▶ _What is expected_: Whenever a line in the records below holds the string "Roque", copy it out.

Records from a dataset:
-=-=-

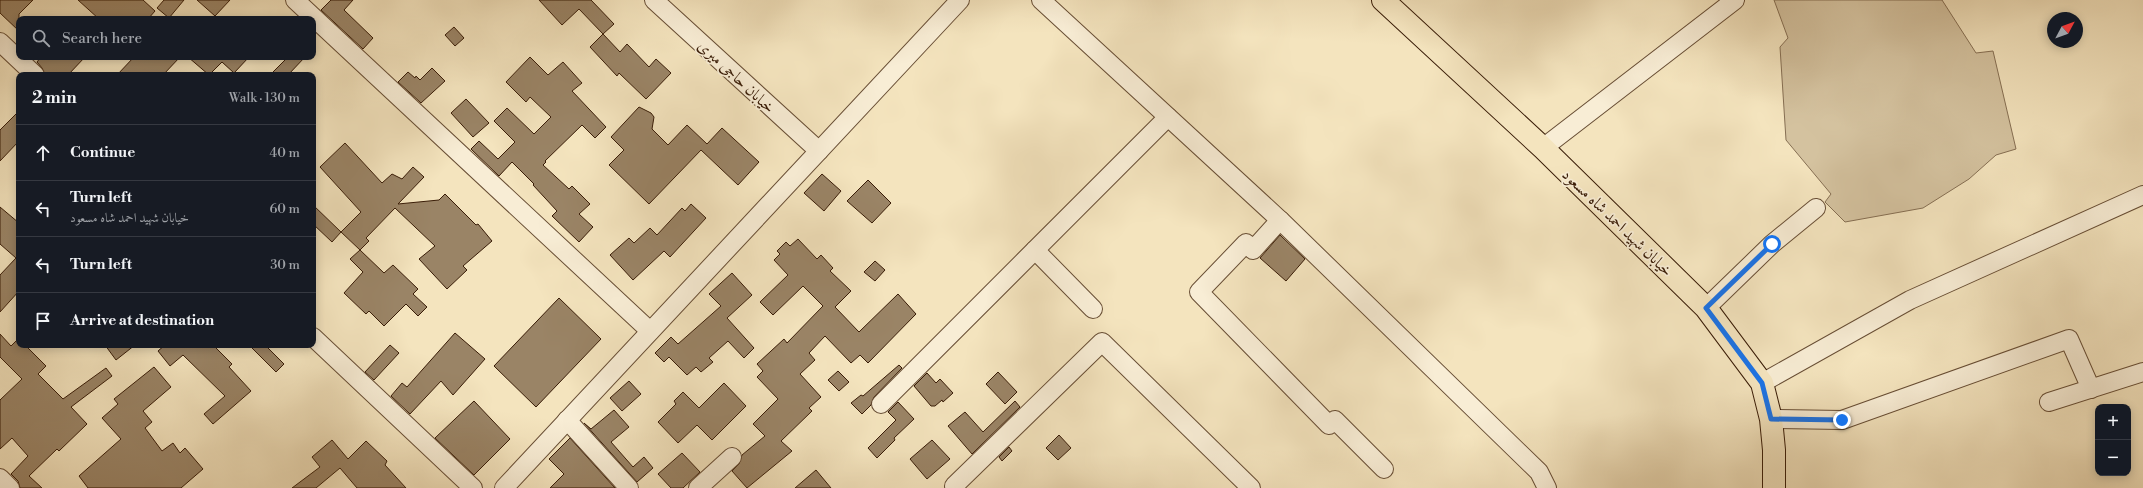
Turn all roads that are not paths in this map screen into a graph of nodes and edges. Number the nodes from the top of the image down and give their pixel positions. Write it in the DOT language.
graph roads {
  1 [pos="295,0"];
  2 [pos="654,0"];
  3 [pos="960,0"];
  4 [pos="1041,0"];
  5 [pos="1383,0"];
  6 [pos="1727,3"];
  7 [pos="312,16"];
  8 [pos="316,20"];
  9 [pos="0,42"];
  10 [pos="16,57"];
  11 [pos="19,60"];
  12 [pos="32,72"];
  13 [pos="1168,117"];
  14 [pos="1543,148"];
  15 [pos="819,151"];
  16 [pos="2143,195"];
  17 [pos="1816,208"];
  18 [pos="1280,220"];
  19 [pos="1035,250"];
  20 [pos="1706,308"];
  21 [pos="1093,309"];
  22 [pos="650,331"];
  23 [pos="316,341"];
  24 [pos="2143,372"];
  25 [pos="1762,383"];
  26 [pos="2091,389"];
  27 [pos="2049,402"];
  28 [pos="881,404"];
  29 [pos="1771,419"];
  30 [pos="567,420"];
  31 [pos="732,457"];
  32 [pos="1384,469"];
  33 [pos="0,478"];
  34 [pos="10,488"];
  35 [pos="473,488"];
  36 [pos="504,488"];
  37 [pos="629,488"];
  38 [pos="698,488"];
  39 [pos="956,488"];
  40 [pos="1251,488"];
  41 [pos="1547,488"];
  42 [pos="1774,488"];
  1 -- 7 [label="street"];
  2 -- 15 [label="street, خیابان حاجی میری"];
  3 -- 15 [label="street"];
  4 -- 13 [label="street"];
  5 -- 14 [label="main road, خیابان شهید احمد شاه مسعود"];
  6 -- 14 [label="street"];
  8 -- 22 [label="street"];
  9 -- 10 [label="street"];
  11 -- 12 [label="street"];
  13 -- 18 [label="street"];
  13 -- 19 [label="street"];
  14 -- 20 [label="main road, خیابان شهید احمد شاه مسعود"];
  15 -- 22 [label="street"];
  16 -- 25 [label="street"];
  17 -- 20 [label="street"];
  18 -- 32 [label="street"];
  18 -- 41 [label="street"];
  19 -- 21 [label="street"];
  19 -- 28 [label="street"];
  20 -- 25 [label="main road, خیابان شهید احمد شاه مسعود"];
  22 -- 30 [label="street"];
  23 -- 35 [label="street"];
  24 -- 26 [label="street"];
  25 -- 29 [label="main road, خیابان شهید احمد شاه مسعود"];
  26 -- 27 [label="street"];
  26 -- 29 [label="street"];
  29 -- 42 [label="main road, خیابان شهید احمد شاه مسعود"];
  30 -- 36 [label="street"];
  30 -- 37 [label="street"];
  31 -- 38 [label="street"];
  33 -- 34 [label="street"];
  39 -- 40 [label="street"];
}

-=-=-

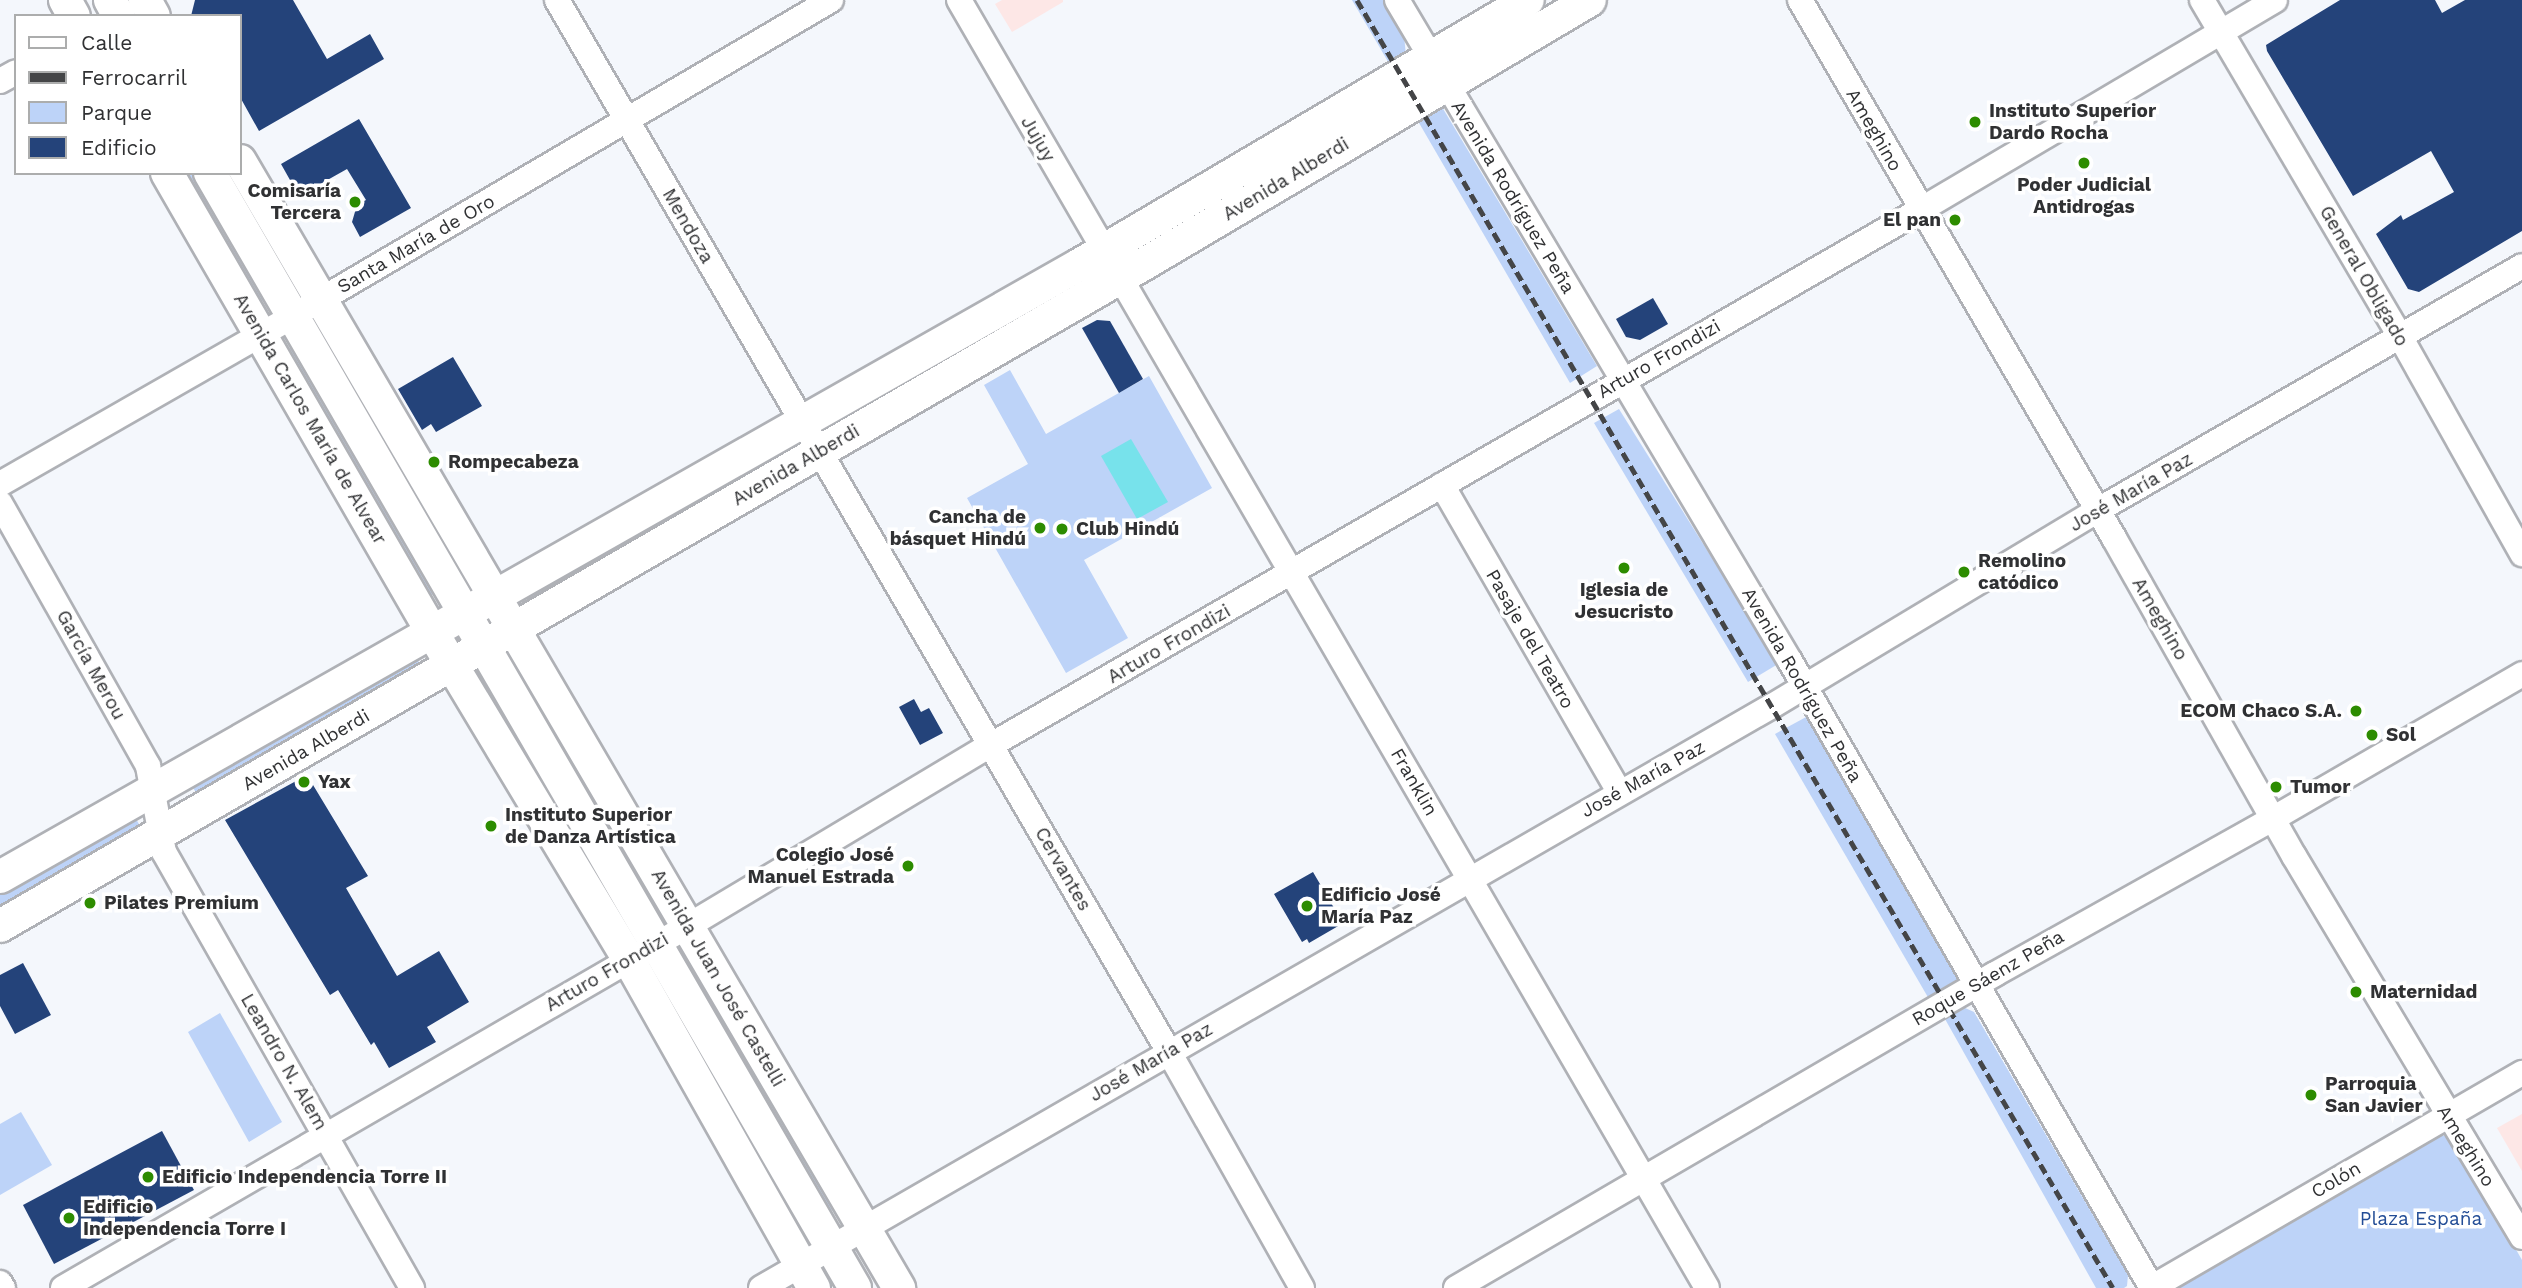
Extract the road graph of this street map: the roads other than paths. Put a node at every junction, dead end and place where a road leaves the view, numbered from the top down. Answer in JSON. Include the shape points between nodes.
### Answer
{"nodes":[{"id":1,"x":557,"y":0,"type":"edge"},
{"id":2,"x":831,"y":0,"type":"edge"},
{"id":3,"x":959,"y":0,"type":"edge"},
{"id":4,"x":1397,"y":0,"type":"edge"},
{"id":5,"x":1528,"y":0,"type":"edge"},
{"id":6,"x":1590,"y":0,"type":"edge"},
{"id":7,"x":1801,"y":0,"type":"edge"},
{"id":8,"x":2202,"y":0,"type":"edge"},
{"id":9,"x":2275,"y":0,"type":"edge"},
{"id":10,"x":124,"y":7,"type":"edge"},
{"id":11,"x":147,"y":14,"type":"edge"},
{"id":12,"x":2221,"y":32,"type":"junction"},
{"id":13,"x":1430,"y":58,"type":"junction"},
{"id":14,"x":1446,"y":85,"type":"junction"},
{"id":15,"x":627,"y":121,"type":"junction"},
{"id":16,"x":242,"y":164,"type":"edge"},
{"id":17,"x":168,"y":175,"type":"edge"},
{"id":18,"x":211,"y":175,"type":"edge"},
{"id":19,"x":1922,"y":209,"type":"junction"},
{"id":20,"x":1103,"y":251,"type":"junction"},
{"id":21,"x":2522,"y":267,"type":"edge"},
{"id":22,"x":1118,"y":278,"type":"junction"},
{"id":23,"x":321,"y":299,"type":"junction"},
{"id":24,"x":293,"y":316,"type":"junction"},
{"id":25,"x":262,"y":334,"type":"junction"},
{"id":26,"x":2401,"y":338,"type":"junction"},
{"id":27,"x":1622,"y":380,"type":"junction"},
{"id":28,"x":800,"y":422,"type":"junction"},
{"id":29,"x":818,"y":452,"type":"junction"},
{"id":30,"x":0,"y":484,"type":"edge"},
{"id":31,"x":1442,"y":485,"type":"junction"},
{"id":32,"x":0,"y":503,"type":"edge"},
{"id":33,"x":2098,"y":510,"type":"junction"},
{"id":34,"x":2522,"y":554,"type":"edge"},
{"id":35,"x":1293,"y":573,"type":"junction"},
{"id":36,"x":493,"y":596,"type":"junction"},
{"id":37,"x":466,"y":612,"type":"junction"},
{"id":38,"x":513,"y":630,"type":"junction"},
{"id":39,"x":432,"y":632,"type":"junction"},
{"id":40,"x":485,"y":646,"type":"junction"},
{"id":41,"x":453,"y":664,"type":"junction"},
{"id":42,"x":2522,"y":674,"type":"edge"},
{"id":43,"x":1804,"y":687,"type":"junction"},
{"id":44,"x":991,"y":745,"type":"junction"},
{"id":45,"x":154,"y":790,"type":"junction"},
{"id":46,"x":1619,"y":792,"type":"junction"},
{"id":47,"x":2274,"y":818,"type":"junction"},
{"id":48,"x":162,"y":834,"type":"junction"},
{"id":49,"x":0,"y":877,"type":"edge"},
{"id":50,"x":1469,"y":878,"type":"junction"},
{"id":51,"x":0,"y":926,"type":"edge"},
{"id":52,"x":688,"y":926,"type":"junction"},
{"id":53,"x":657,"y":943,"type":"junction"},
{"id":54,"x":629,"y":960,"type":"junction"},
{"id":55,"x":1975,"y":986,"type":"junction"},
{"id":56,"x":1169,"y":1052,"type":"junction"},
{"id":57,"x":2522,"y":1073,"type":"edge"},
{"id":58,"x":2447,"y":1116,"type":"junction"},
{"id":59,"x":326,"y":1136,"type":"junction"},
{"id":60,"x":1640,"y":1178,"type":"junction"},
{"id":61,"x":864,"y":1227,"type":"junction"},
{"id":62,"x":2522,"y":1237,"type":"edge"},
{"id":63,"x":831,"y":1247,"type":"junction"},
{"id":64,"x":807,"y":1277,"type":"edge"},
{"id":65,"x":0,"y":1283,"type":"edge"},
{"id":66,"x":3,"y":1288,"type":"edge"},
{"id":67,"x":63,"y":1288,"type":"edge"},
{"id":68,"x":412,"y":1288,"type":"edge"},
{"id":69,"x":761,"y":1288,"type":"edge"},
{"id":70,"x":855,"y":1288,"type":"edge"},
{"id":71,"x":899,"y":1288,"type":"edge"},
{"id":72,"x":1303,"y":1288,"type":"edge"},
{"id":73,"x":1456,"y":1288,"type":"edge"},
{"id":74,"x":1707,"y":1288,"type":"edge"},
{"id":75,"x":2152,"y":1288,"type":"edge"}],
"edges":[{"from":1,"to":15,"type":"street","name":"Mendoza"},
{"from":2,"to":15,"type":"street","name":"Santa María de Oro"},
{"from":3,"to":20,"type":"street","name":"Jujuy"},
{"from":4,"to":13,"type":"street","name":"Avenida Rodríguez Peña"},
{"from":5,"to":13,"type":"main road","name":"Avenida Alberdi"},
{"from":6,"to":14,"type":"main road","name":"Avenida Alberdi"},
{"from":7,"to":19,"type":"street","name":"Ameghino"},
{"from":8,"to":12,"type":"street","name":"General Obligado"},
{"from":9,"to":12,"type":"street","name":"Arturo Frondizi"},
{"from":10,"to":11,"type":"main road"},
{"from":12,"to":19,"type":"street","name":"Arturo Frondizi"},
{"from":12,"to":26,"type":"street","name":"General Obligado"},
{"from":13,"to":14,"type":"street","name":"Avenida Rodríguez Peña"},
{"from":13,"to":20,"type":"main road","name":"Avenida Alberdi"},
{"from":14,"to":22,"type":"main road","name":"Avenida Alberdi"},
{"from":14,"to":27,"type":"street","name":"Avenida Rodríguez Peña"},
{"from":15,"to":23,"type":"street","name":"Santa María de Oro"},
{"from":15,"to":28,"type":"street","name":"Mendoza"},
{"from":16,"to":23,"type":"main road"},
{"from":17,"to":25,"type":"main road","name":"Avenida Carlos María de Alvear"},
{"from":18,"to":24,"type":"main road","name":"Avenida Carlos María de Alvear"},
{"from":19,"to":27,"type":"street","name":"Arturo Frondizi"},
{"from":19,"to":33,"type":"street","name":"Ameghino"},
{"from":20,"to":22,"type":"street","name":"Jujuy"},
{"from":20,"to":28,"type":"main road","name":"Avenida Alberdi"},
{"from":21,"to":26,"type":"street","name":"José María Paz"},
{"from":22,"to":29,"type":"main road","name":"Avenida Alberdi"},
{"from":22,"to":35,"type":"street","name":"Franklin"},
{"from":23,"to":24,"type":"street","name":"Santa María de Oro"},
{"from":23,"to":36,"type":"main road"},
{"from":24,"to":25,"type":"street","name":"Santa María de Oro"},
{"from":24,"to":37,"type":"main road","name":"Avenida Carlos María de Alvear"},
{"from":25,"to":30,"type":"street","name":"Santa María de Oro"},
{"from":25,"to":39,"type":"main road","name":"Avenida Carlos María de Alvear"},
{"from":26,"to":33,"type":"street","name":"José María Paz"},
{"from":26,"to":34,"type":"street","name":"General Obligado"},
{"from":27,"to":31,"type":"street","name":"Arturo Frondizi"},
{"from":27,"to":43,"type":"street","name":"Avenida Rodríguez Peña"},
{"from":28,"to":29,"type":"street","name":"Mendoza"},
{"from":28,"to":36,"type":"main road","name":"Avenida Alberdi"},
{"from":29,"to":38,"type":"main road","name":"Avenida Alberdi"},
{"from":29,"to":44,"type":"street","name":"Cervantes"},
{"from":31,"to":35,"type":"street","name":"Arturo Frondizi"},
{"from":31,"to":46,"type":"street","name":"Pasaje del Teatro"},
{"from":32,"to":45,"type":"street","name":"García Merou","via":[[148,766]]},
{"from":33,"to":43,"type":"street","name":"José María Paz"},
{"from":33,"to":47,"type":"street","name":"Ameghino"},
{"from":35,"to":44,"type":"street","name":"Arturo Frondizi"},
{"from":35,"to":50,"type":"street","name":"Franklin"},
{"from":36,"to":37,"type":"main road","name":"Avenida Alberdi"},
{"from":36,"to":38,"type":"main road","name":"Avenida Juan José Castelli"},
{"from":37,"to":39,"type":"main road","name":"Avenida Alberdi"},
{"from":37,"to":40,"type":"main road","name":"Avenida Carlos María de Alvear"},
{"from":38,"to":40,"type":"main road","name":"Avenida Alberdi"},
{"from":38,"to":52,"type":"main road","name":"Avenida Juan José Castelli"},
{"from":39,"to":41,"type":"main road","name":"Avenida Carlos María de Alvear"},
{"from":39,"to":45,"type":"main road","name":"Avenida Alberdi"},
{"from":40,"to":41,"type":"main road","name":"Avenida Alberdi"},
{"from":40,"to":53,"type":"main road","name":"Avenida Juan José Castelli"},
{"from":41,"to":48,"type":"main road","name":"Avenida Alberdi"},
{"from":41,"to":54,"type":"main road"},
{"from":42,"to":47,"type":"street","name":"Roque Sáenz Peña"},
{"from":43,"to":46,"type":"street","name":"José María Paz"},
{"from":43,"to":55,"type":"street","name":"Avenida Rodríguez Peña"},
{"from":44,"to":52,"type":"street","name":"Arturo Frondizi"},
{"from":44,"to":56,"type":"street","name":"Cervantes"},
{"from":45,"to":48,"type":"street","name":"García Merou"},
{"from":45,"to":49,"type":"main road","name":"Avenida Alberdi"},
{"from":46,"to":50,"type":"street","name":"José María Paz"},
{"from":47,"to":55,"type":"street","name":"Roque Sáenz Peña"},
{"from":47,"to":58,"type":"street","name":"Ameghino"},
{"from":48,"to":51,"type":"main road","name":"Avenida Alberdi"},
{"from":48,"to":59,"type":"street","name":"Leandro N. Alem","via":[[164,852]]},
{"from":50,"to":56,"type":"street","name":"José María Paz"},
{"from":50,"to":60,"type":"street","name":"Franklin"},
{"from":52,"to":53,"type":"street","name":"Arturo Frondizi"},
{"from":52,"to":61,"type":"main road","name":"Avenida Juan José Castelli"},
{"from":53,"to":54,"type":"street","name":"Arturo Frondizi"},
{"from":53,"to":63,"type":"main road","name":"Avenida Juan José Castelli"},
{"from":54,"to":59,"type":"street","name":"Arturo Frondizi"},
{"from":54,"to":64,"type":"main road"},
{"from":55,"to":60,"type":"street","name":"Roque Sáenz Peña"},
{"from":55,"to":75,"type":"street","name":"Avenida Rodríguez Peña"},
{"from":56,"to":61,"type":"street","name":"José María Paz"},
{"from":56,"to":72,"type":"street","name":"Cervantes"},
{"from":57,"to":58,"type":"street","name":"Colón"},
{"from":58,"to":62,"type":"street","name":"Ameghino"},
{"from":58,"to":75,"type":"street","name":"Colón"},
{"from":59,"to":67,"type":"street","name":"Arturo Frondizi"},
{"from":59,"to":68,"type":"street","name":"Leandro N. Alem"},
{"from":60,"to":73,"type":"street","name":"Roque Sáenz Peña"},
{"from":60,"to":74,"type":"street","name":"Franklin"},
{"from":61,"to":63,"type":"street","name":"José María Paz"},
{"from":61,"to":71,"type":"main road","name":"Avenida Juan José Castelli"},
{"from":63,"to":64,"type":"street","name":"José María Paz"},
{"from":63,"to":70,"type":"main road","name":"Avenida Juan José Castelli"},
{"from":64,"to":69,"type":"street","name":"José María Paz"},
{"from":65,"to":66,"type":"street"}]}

-=-=-

▶ _Solution_:
{"from":42,"to":47,"type":"street","name":"Roque Sáenz Peña"},
{"from":47,"to":55,"type":"street","name":"Roque Sáenz Peña"},
{"from":55,"to":60,"type":"street","name":"Roque Sáenz Peña"},
{"from":60,"to":73,"type":"street","name":"Roque Sáenz Peña"},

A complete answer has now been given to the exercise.